The restriction on liquids was introduced following a failed al-Qaeda bomb plot in August 2006 to bring down several airliners departing London for North America. The terrorists aimed to use liquid explosives carried onto aircraft in bottles.

The spectroscopy based technology is Spatially Offset Raman Spectroscopy (SORS). It was pioneered at the UK government’s Science and Technology Facilities Council’s (STFC) Central Laser Facility at its Rutherford Appleton Laboratory in Oxfordshire. This work led to the creation of Cobalt Light Systems, an STFC spin out firm. The SORS system is currently in trials at several major European airports.
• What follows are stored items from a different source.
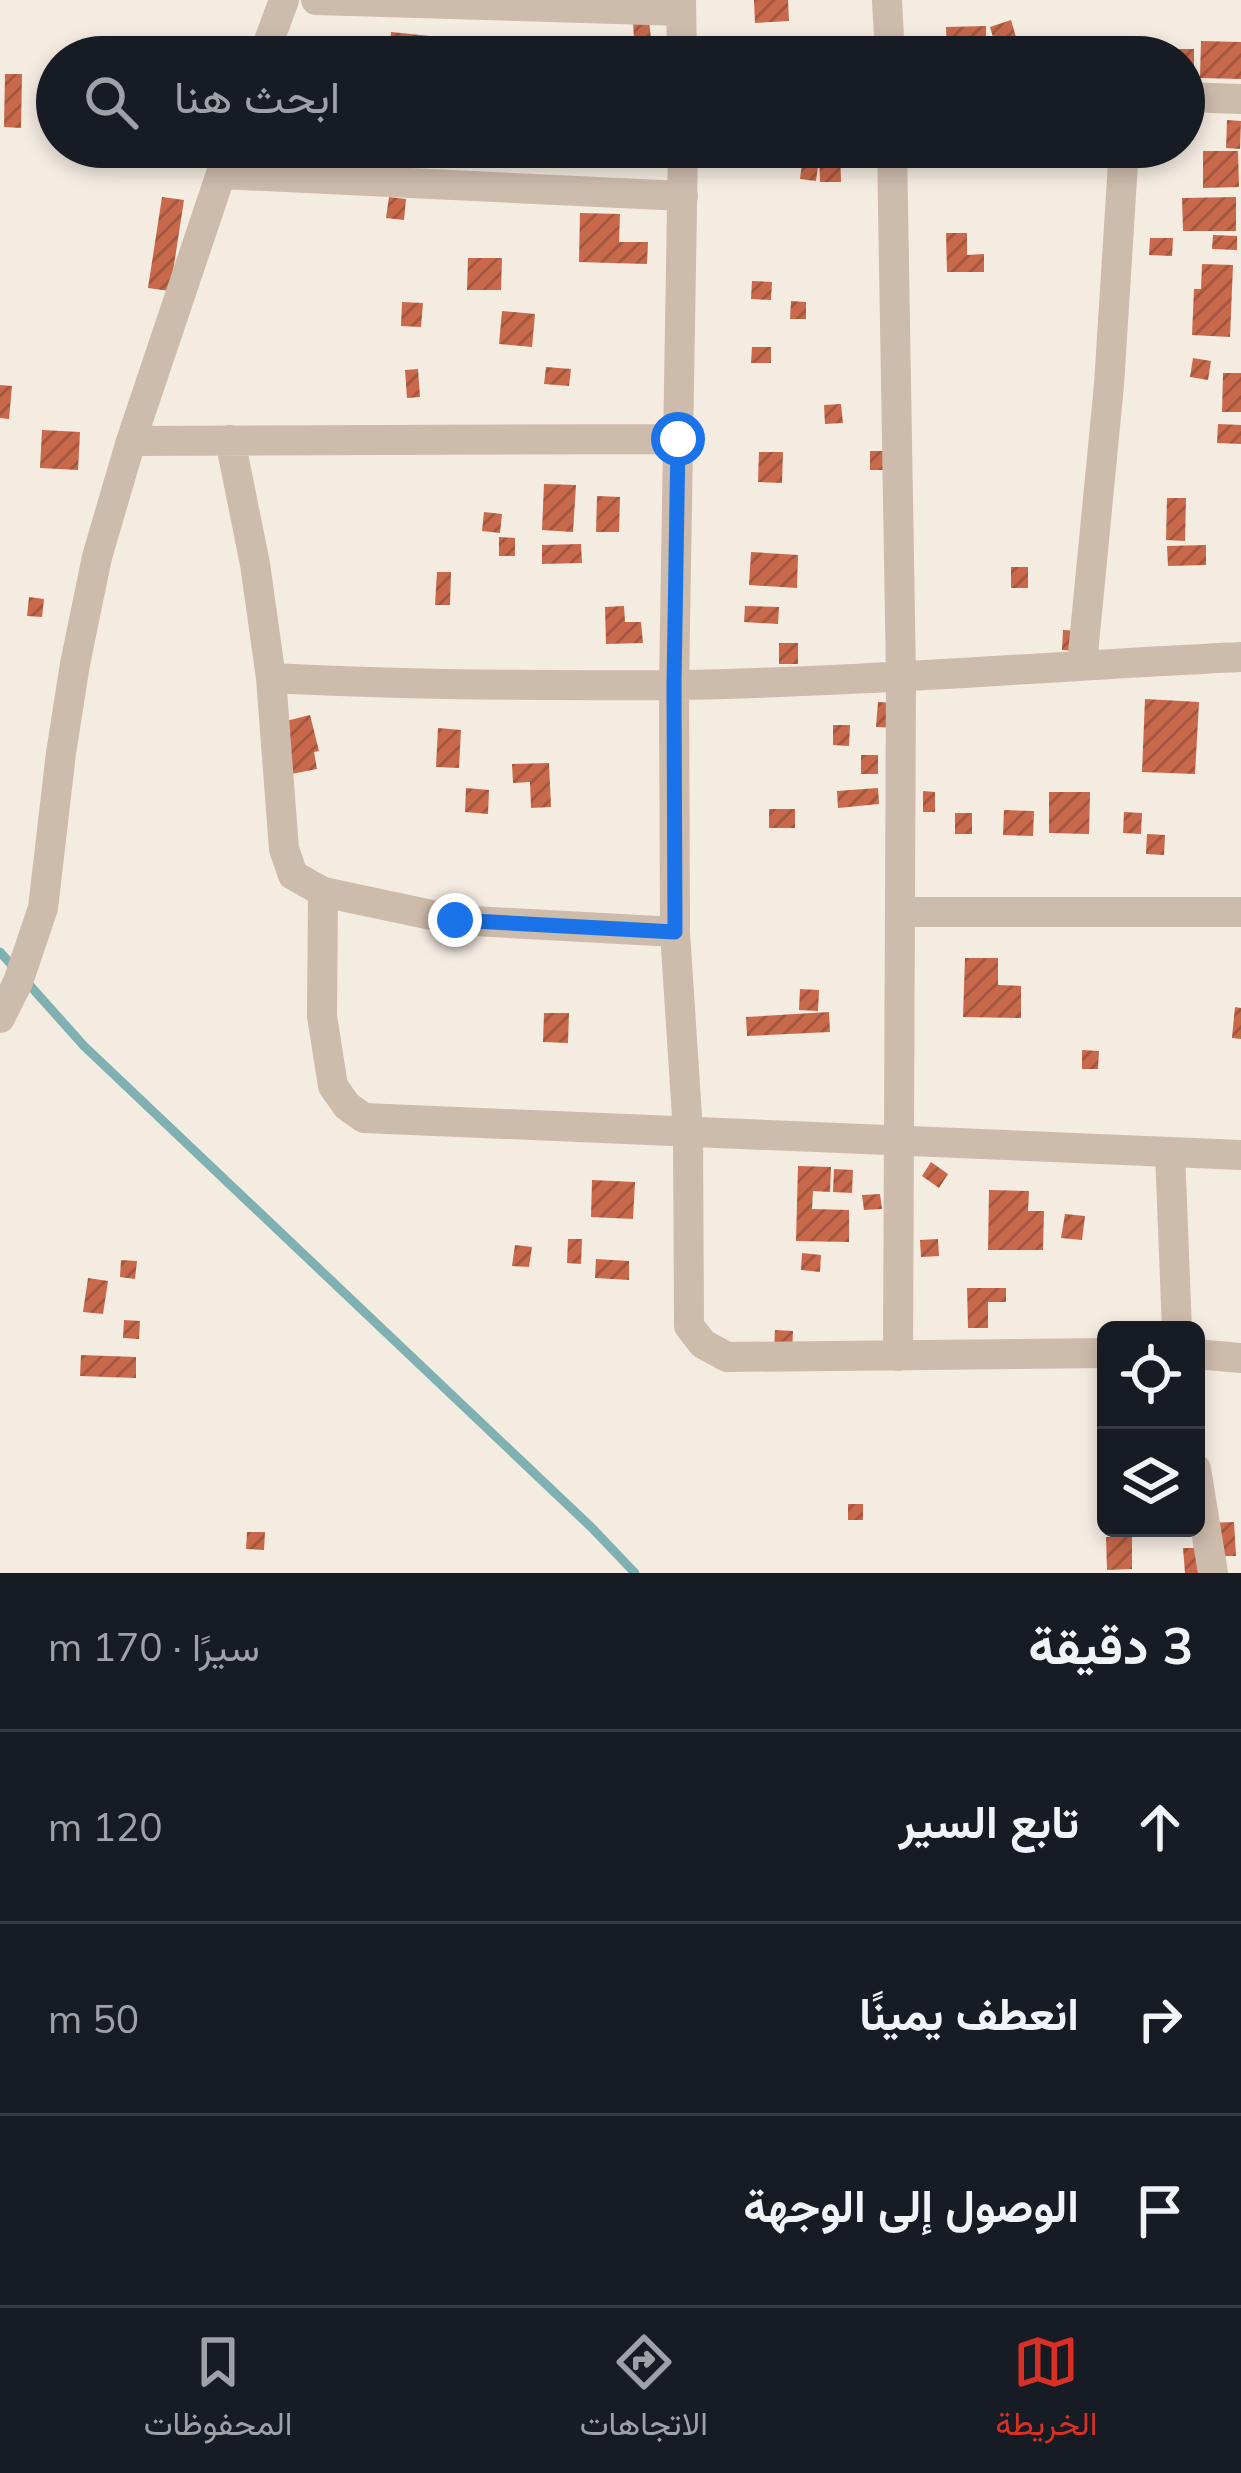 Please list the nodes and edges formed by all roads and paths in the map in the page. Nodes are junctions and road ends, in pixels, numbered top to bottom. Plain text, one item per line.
1 (284, 0) edge
2 (316, 0) edge
3 (887, 0) edge
4 (681, 5) edge
5 (271, 36) edge
6 (682, 36) edge
7 (889, 36) edge
8 (1205, 98) edge
9 (1241, 99) edge
10 (222, 168) edge
11 (327, 168) edge
12 (683, 168) edge
13 (892, 168) edge
14 (1123, 168) edge
15 (683, 196) junction
16 (678, 439) junction
17 (230, 440) junction
18 (130, 441) junction
19 (1241, 657) edge
20 (1082, 664) junction
21 (901, 676) junction
22 (272, 678) junction
23 (674, 685) junction
24 (322, 892) junction
25 (900, 912) junction
26 (1241, 912) edge
27 (675, 932) junction
28 (0, 1018) edge
29 (688, 1132) junction
30 (899, 1142) junction
31 (1170, 1152) junction
32 (1241, 1155) edge
33 (1177, 1321) edge
34 (1097, 1353) edge
35 (1205, 1355) edge
36 (898, 1356) junction
37 (1241, 1358) edge
38 (1205, 1524) edge
39 (1213, 1573) edge

1 - 5 street
2 - 4 street
3 - 7 street
4 - 6 street
8 - 9 street
10 - 18 street
11 - 15 street
12 - 15 street
13 - 21 street
14 - 20 street
15 - 16 street
16 - 17 street
16 - 23 street
17 - 18 street
17 - 22 street
18 - 28 street
19 - 20 street
20 - 21 street
21 - 23 street
21 - 25 street
22 - 23 street
22 - 24 street
23 - 27 street
24 - 27 street
24 - 29 street
25 - 26 street
25 - 30 street
27 - 29 street
29 - 30 street
29 - 36 street
30 - 31 street
30 - 36 street
31 - 32 street
31 - 33 street
34 - 36 street
35 - 37 street
38 - 39 street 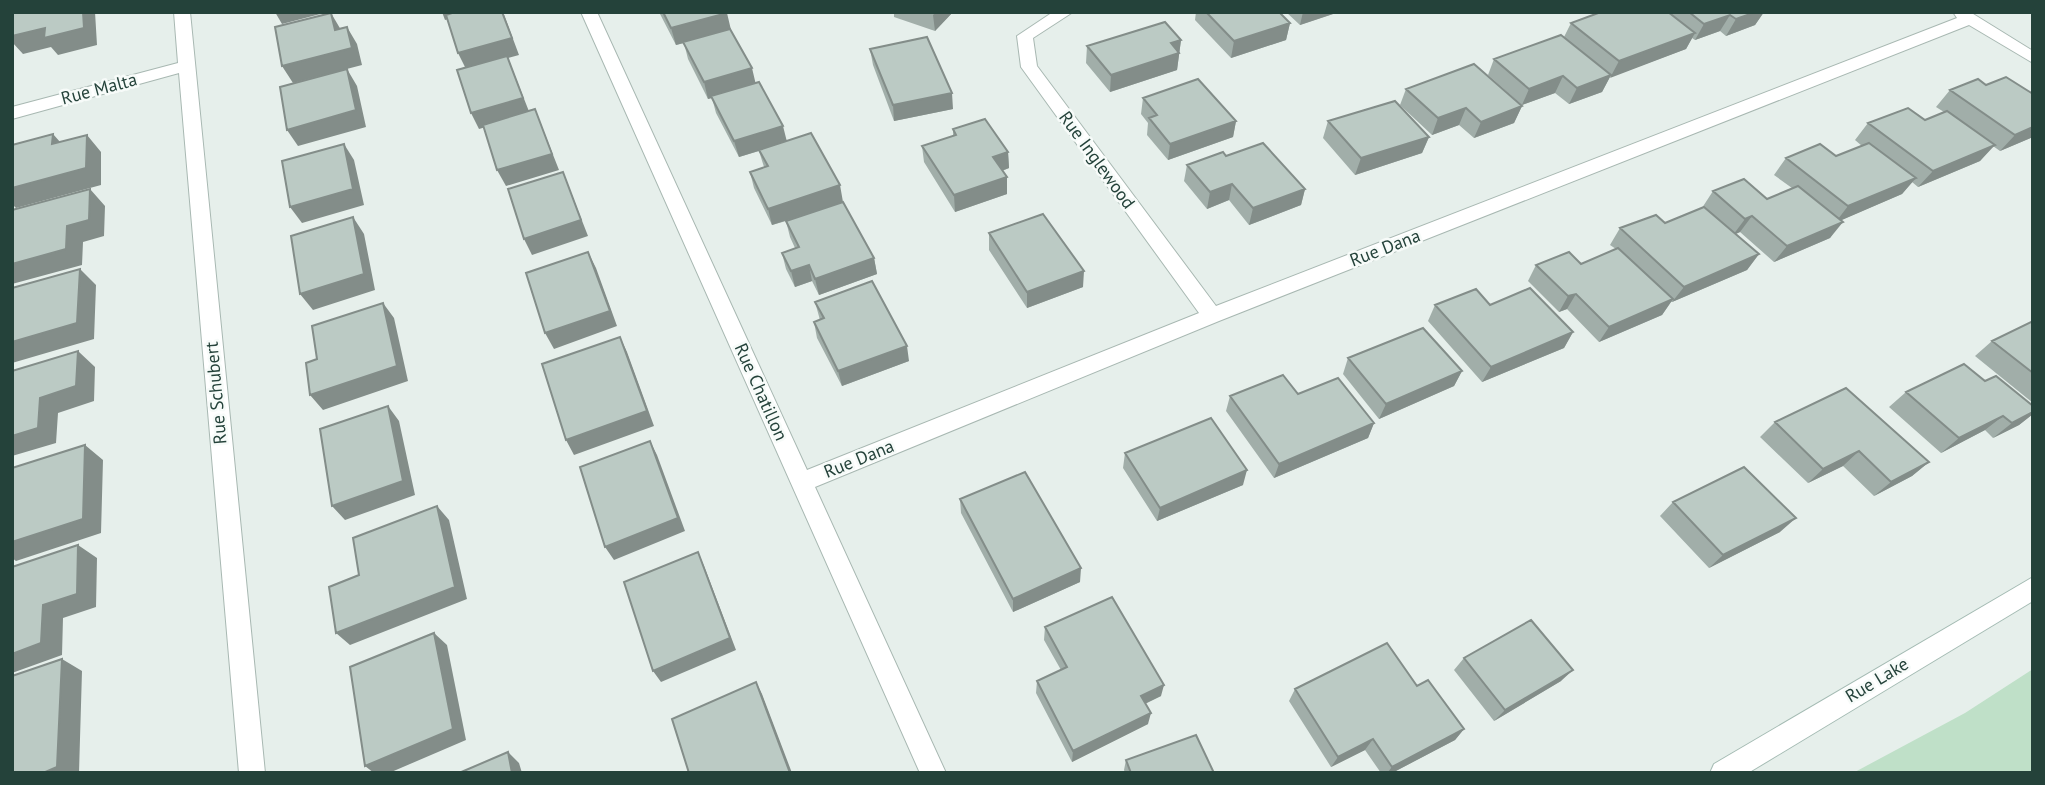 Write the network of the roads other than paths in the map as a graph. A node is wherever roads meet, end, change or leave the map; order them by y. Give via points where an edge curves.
1 (182, 12) edge
2 (589, 12) edge
3 (1065, 12) edge
4 (1964, 16) edge
5 (2033, 58) edge
6 (186, 66) junction
7 (12, 113) edge
8 (1212, 316) junction
9 (802, 482) junction
10 (2033, 588) edge
11 (252, 773) edge
12 (933, 773) edge
13 (1723, 773) edge

1 - 6 street, Rue Schubert
2 - 9 street, Rue Chatillon
3 - 8 street, Rue Inglewood via 1025,36 1029,67
4 - 5 street
4 - 8 street, Rue Dana
6 - 7 street, Rue Malta
6 - 11 street, Rue Schubert
8 - 9 street, Rue Dana
9 - 12 street, Rue Chatillon
10 - 13 street, Rue Lake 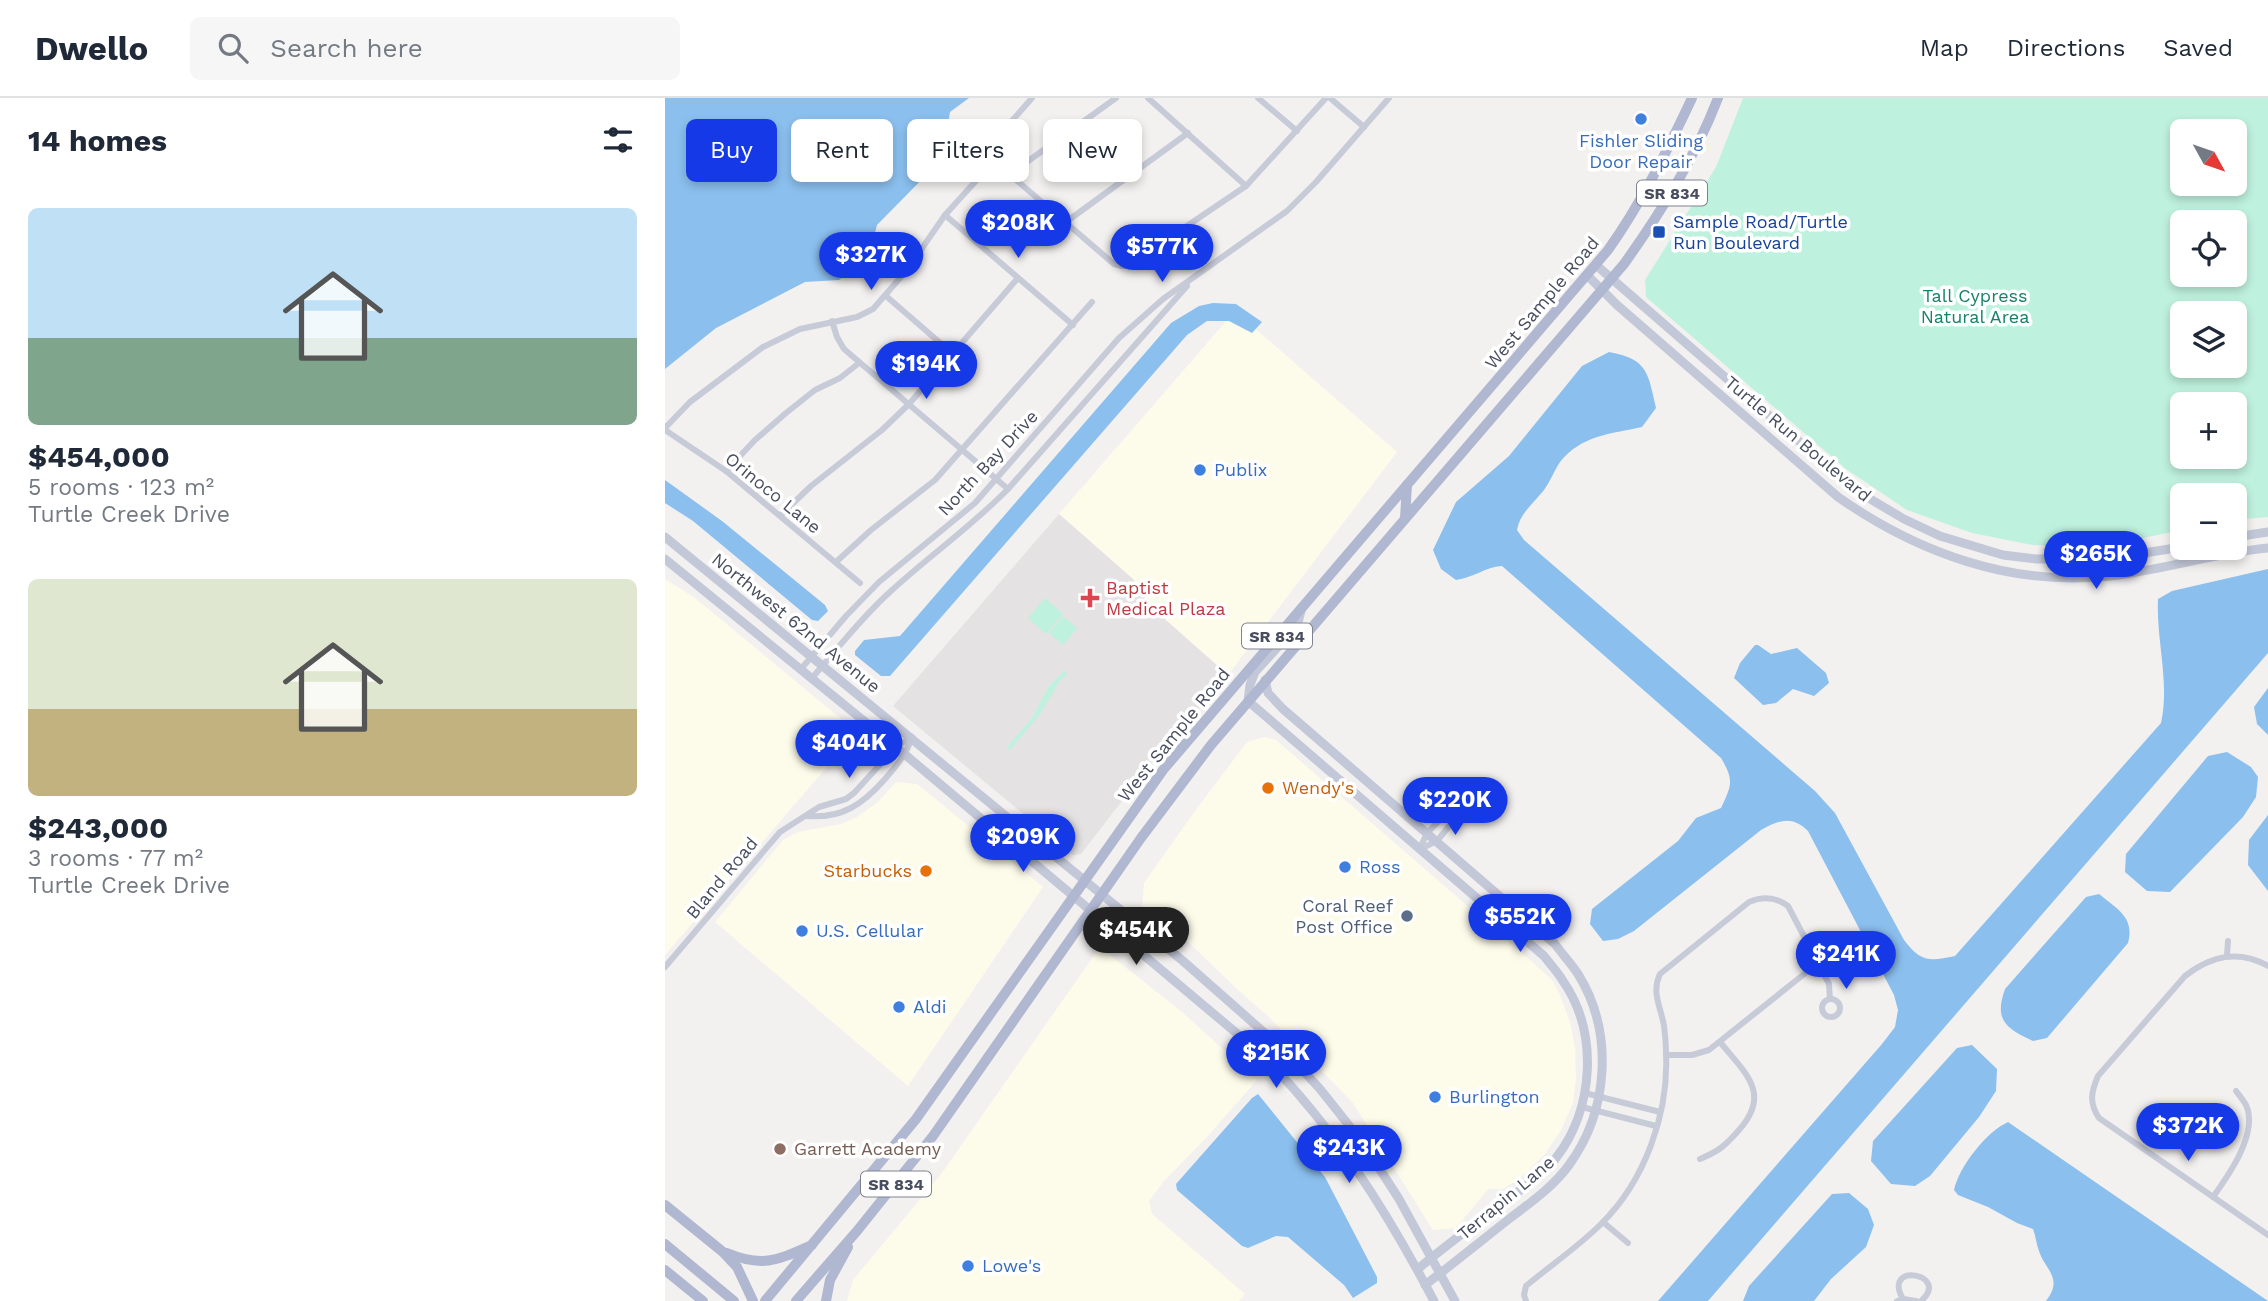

STFC’s Rutherford Appleton Laboratory Professor Pavel Matousek, inventor of the SORS technique, said: ‘Since STFC made the breakthrough in discovering SORS a few years ago, we have worked closely with the team at Cobalt Light Systems to develop and refine this technology.’

For Cobalt SORS is used for its Insight100 scanner. The development of the Insight100 was funded under the UK government’s 2010 Innovative Research Call in Explosives and Weapons Detection. This initiative is a cross-government programme sponsored by a number of government departments and agencies under the Home Office’s counter terrorism strategy called CONTEST.

Dr Paul Loeffen is chief executive officer of Cobalt Light Systems. He said: ‘We have worked incredibly hard over the last couple of years to refine the SORS technology and bring the Insight100 to market. It is a great achievement to have exceeded the European standards at this stage so that we are in a prime position to supply this unique bottle screener to European airports’.